Look through the entries below and show every line containing the word "middle".

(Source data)
# # # # #

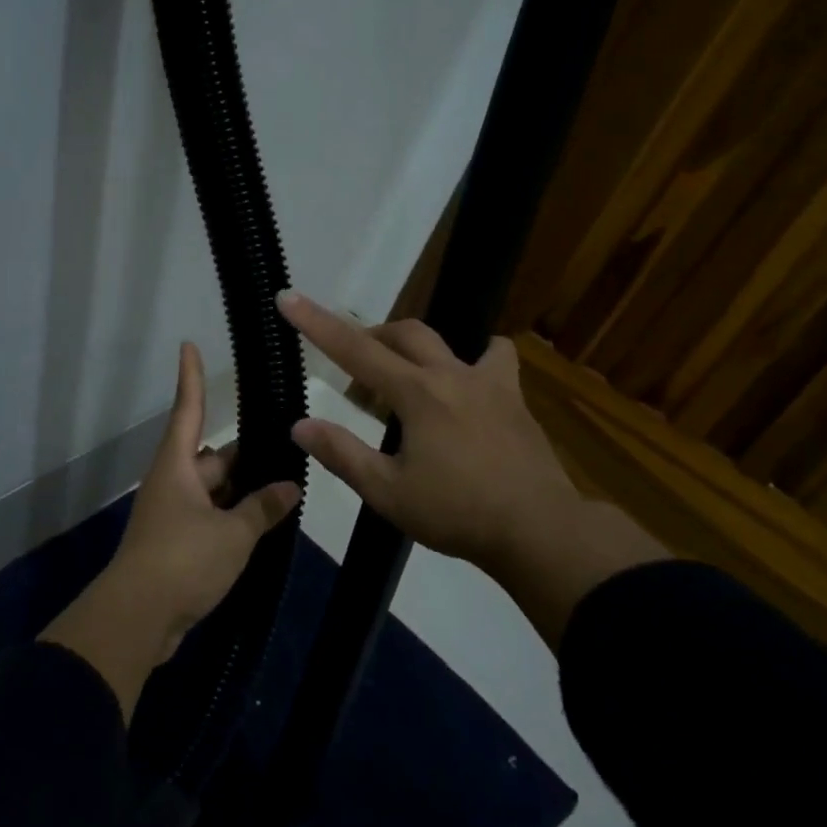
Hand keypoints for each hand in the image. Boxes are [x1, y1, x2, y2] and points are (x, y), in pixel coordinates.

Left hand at [40, 341, 300, 717]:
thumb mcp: (232, 534)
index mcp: (177, 467)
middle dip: (245, 455)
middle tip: (286, 446)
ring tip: (286, 487)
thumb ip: (262, 509)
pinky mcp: (177, 545)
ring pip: (214, 491)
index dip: (191, 378)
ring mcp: (173, 516)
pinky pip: (211, 520)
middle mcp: (173, 484)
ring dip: (243, 492)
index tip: (188, 345)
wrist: (138, 619)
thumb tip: (289, 488)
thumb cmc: (182, 560)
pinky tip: (264, 525)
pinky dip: (234, 519)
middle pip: (212, 458)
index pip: (187, 410)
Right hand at [275, 290, 663, 645]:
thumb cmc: (457, 513)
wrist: (538, 529)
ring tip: (403, 377)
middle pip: (402, 334)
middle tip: (353, 372)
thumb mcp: (388, 493)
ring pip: (444, 340)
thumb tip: (299, 425)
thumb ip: (342, 455)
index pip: (355, 349)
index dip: (317, 323)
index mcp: (416, 394)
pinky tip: (467, 380)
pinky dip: (475, 357)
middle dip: (369, 338)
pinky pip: (494, 358)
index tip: (288, 297)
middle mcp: (450, 374)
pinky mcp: (513, 397)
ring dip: (413, 347)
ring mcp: (488, 382)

# # # # #

- _RESPONSE AREA_:
middle dip: (245, 455)
middle tip: (286, 446)
middle mcp: (173, 484)
middle pip: (212, 458)
middle pip: (402, 334)
middle tip: (353, 372)
middle dip: (369, 338)
middle mcp: (450, 374)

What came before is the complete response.